Assignment: Only the lines below, from the one with "thumb mcp: (773, 821)" through the one with "pinky tip: (1166, 657)", are to be written out, exactly.

Source information Start Marker

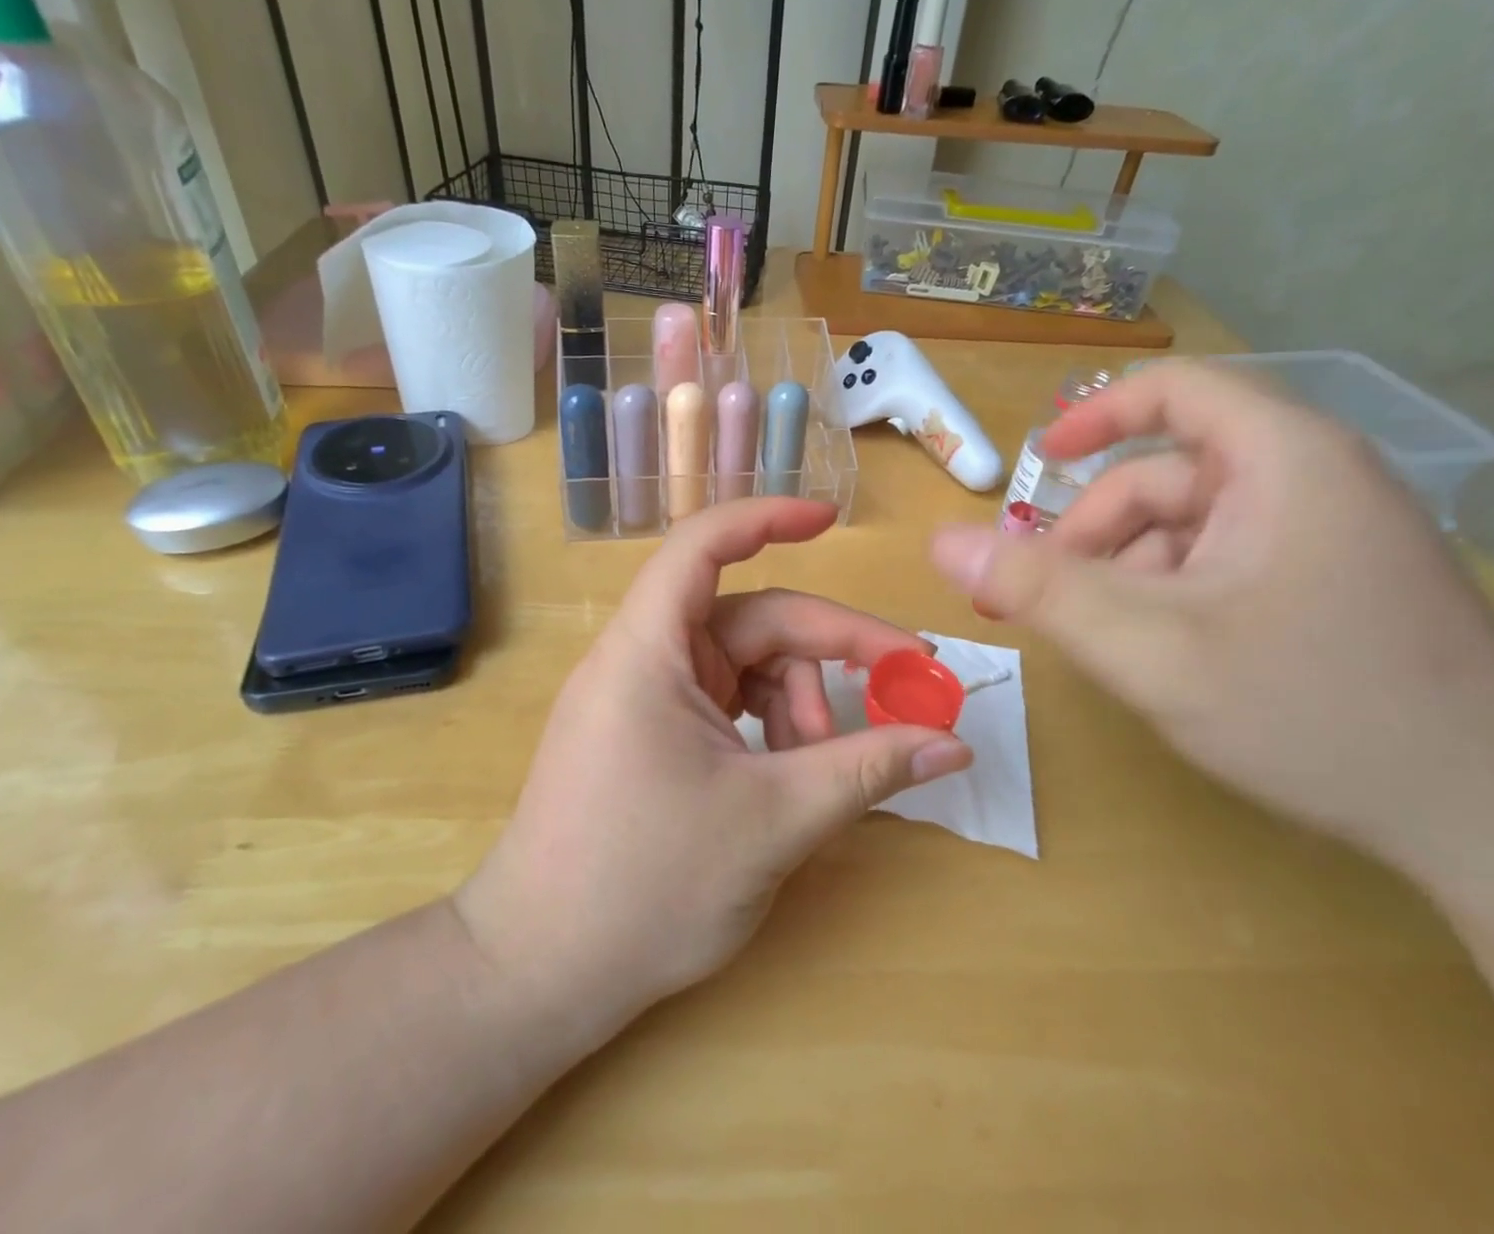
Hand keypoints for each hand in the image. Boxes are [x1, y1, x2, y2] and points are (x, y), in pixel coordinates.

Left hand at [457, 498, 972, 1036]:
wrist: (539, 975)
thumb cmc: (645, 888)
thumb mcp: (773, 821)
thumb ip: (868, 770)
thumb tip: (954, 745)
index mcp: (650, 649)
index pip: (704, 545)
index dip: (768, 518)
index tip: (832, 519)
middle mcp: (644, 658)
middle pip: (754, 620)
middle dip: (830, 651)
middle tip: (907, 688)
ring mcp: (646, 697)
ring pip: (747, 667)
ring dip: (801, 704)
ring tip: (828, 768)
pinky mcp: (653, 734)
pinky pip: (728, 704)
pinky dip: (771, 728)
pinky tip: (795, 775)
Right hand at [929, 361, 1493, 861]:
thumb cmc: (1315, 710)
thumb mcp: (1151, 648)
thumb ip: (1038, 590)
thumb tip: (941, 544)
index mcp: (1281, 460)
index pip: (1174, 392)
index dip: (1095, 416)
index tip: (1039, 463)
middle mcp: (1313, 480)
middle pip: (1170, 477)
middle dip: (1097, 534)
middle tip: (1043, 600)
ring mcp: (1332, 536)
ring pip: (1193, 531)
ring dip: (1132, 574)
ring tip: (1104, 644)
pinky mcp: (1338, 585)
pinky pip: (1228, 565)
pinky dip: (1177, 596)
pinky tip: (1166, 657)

Source information End Marker
Source information Start Marker

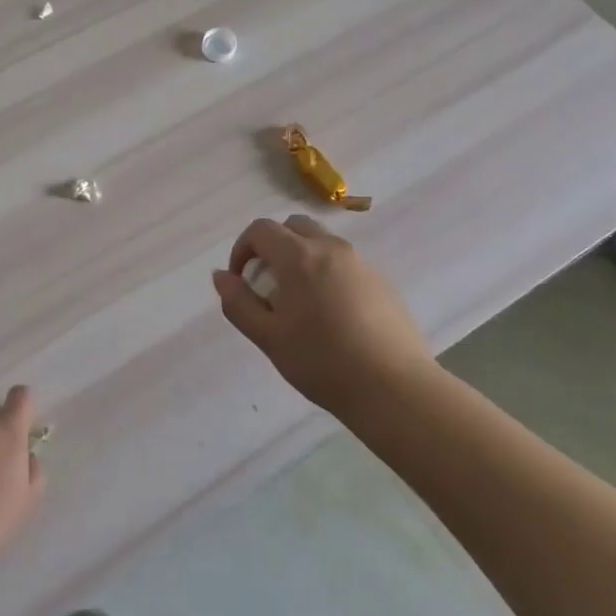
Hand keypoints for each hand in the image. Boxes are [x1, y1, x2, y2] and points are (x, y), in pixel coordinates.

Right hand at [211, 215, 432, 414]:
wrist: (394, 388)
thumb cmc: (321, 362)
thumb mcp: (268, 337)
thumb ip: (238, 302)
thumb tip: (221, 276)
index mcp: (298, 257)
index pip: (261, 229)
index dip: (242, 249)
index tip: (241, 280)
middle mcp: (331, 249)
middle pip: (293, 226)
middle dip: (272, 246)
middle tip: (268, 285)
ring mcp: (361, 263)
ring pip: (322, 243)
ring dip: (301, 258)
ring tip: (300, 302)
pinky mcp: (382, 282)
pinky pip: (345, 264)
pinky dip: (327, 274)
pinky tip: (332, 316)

Source information End Marker

Result for this exercise:
thumb mcp: (773, 821)
thumb ip: (868, 770)
thumb tip: (954, 745)
index mcp: (650, 649)
index pip: (704, 545)
index dip: (768, 518)
index tip: (832, 519)
middle mcp: (644, 658)
middle pip: (754, 620)
middle dip: (830, 651)
middle tip: (907, 688)
ring mcp: (646, 697)
ring pip: (747, 667)
ring dip: (801, 704)
ring tip: (828, 768)
pinky mcp: (653, 734)
pinky pip: (728, 704)
pinky dip: (771, 728)
pinky tip: (795, 775)
Right hand at [929, 361, 1493, 861]:
thumb cmc: (1315, 710)
thumb mcp: (1151, 648)
thumb ip: (1038, 590)
thumb tip: (941, 544)
index mcp: (1281, 460)
index pip: (1174, 392)
index dip: (1095, 416)
index tip: (1039, 463)
middle mcp: (1313, 480)
middle pip: (1170, 477)
middle dip: (1097, 534)
middle tip: (1043, 600)
ring mcp: (1332, 536)
ring pip: (1193, 531)
ring dip: (1132, 574)
ring tip: (1104, 644)
pinky mcp: (1338, 585)
pinky pip: (1228, 565)
pinky dip: (1177, 596)
pinky tip: (1166, 657)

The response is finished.